Alexander died in January 1928.

In 1928, McNeill joined forces with Ernest Lefevre to open the Lefevre Gallery in London.

In 1937, McNeill bought Rodin's The Age of Bronze which he sold to William Burrell and which now stands in the Burrell Collection.

==Family==

In March 1892, at the Registrar's Office in Glasgow, he married Harriet Elizabeth Adriana ("Ada") Stevenson of Birdston near Kirkintilloch, whom he had met through the Scottish artist Alexander Ignatius Roche. Ada's younger sister, Louisa Stevenson (1872-1939), was a model much used and admired by the Glasgow Boys and called "Miss Loo" by the group.

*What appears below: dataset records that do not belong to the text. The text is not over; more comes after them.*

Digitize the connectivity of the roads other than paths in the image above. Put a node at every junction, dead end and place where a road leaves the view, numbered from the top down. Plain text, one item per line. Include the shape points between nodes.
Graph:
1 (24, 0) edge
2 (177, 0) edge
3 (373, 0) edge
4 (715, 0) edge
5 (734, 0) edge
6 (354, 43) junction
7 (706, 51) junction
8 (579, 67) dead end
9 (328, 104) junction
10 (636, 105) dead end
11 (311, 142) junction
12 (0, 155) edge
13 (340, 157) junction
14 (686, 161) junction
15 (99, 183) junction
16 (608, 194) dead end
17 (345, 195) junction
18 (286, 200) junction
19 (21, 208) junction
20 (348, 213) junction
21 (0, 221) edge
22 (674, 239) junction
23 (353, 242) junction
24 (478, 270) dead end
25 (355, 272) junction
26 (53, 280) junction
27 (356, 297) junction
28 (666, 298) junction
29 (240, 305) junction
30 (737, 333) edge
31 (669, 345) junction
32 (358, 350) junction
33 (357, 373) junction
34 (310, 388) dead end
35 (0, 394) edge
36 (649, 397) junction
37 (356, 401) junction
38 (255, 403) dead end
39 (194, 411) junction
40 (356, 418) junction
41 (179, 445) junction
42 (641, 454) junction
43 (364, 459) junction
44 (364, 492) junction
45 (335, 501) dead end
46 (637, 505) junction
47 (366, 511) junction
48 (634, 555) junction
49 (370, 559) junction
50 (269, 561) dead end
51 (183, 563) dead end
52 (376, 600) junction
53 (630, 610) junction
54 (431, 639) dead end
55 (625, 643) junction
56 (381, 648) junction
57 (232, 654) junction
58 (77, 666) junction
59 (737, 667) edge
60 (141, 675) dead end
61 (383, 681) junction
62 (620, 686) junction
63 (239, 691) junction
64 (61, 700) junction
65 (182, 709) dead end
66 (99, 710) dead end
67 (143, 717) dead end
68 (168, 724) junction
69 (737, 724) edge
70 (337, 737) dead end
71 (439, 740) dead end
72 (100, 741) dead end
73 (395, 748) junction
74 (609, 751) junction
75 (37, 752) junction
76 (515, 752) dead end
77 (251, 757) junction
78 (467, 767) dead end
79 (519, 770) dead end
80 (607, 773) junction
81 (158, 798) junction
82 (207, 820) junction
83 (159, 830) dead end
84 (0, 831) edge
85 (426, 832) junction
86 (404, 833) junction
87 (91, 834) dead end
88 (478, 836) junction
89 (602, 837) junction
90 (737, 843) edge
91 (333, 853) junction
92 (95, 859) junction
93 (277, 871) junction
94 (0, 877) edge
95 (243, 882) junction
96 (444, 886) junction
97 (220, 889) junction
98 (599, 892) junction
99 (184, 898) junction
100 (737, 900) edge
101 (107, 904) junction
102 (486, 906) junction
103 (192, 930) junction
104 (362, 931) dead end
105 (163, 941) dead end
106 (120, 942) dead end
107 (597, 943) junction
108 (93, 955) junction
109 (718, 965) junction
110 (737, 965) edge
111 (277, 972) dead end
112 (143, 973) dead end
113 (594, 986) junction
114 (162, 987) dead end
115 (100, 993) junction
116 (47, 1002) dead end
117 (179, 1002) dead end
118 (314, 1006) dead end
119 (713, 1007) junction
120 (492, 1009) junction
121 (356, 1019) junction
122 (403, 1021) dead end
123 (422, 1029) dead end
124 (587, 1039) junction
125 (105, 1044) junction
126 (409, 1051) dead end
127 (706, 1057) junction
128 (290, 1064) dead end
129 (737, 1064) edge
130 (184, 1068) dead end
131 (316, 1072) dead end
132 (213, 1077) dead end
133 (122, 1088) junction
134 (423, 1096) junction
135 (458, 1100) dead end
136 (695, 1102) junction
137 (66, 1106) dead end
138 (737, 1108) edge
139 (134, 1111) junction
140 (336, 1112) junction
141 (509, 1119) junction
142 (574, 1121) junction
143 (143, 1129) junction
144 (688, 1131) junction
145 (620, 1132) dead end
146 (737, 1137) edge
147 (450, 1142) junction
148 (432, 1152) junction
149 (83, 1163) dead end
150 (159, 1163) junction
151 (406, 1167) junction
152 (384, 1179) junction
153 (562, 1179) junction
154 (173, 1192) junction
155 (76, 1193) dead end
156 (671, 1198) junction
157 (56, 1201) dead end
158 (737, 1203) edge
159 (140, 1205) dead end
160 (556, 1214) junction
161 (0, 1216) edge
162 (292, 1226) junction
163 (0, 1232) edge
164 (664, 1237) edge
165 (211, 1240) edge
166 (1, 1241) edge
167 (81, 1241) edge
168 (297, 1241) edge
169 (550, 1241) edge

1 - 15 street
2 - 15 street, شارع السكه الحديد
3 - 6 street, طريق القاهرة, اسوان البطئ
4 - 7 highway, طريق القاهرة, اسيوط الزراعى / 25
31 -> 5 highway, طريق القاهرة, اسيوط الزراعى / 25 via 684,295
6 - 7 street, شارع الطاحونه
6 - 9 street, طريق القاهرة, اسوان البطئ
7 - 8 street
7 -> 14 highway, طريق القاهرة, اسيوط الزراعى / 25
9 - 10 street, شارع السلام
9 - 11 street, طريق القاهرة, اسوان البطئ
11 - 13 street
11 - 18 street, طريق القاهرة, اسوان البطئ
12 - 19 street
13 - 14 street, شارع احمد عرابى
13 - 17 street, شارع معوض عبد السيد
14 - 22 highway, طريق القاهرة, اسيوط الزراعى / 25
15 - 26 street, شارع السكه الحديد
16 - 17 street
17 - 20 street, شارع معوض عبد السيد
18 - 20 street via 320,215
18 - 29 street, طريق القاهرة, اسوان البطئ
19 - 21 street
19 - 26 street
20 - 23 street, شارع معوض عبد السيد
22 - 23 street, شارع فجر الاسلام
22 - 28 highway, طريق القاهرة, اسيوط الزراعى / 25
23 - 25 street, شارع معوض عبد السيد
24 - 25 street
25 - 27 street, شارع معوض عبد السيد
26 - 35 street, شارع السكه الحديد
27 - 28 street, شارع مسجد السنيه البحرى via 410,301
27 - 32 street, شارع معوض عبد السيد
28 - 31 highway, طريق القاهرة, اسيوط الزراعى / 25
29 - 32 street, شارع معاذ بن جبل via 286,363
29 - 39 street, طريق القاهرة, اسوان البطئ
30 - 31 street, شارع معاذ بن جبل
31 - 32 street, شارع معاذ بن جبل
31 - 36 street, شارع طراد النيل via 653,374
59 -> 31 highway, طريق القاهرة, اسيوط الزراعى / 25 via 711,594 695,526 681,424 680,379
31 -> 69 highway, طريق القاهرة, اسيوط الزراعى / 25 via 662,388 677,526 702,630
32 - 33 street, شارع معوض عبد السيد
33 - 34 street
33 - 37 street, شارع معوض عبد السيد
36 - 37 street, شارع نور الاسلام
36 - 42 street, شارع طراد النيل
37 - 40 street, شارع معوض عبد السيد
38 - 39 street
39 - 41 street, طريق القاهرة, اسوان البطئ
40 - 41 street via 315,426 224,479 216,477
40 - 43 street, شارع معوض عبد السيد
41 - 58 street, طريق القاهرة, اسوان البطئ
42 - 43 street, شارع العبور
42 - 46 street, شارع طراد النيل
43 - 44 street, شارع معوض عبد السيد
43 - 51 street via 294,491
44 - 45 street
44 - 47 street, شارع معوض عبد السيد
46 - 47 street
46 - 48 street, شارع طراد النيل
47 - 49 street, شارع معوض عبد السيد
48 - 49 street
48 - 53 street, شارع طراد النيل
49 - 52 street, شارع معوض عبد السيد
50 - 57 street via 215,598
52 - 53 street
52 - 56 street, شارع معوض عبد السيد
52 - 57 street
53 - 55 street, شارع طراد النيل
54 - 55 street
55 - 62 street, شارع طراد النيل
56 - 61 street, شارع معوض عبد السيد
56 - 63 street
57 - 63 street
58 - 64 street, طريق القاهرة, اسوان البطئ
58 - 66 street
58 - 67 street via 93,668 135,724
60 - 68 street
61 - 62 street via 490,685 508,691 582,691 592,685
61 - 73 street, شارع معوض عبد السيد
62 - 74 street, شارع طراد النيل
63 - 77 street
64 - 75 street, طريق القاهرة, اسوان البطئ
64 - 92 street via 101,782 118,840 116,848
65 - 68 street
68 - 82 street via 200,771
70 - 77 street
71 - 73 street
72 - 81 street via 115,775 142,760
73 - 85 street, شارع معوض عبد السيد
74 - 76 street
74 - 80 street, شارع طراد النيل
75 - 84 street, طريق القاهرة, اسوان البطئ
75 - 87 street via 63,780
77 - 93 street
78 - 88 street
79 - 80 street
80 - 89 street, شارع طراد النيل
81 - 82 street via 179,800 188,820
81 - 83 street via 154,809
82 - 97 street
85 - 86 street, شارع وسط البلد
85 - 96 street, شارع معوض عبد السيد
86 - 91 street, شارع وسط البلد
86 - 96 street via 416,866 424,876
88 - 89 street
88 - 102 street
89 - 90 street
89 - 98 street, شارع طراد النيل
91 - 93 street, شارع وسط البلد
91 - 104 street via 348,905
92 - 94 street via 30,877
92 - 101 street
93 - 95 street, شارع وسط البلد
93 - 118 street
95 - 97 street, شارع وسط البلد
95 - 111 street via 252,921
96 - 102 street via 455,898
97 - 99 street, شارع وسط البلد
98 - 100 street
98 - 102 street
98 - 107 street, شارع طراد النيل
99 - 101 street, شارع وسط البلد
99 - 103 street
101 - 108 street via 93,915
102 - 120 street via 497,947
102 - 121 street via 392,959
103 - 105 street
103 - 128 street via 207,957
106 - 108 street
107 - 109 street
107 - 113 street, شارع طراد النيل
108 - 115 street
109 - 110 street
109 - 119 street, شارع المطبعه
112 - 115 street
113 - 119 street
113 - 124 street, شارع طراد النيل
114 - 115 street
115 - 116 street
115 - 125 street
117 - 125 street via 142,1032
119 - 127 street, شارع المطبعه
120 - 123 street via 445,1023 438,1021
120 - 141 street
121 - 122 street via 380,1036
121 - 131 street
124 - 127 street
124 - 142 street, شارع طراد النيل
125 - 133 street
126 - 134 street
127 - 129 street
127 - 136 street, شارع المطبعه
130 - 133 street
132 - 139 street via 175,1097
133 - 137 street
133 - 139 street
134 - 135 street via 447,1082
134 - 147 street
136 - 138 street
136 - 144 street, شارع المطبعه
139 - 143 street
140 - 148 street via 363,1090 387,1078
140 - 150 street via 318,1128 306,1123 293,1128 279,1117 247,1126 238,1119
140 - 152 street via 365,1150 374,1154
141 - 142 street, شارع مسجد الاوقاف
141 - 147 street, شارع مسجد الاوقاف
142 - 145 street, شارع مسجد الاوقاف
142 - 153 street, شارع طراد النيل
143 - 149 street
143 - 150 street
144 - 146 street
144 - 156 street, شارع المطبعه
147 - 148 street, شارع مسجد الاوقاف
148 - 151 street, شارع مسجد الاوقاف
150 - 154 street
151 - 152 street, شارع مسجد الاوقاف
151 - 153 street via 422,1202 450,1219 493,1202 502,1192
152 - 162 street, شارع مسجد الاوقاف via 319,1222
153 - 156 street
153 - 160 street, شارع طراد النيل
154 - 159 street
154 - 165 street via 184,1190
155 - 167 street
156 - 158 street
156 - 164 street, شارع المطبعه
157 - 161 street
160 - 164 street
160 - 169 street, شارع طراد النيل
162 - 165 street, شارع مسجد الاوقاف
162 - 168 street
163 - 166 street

The witnesses to the wedding were the Scottish artists James Guthrie and William Meldrum, and the Glasgow shipowner James Garroway. They honeymooned at the artists colony at Grez-sur-Loing, staying in the Hotel Chevillon. During the same trip they visited James Whistler and his wife Beatrice, in Paris.

They had a son Alexander James McNeill Reid (b.1893). The name "McNeill" appears to be a homage to his artist friend James McNeill Whistler. McNeill Reid joined the dealership in 1913.

Ada died of peritonitis on 6 May 1915 and was buried in the churchyard of Holy Trinity Episcopal Church on Kilbride Road in Dunoon. Reid was devastated by her death and left Dunoon to live with his sister Helen at 3 Carlton Gardens.

In December 1915 Reid became engaged to Ada's first cousin: Eva Gray. They married in February 1916. They lived with Helen Reid at Carlton Gardens until 1919 then bought a five-storey, end-terraced townhouse at 42 Westbourne Gardens in the Kelvinside district.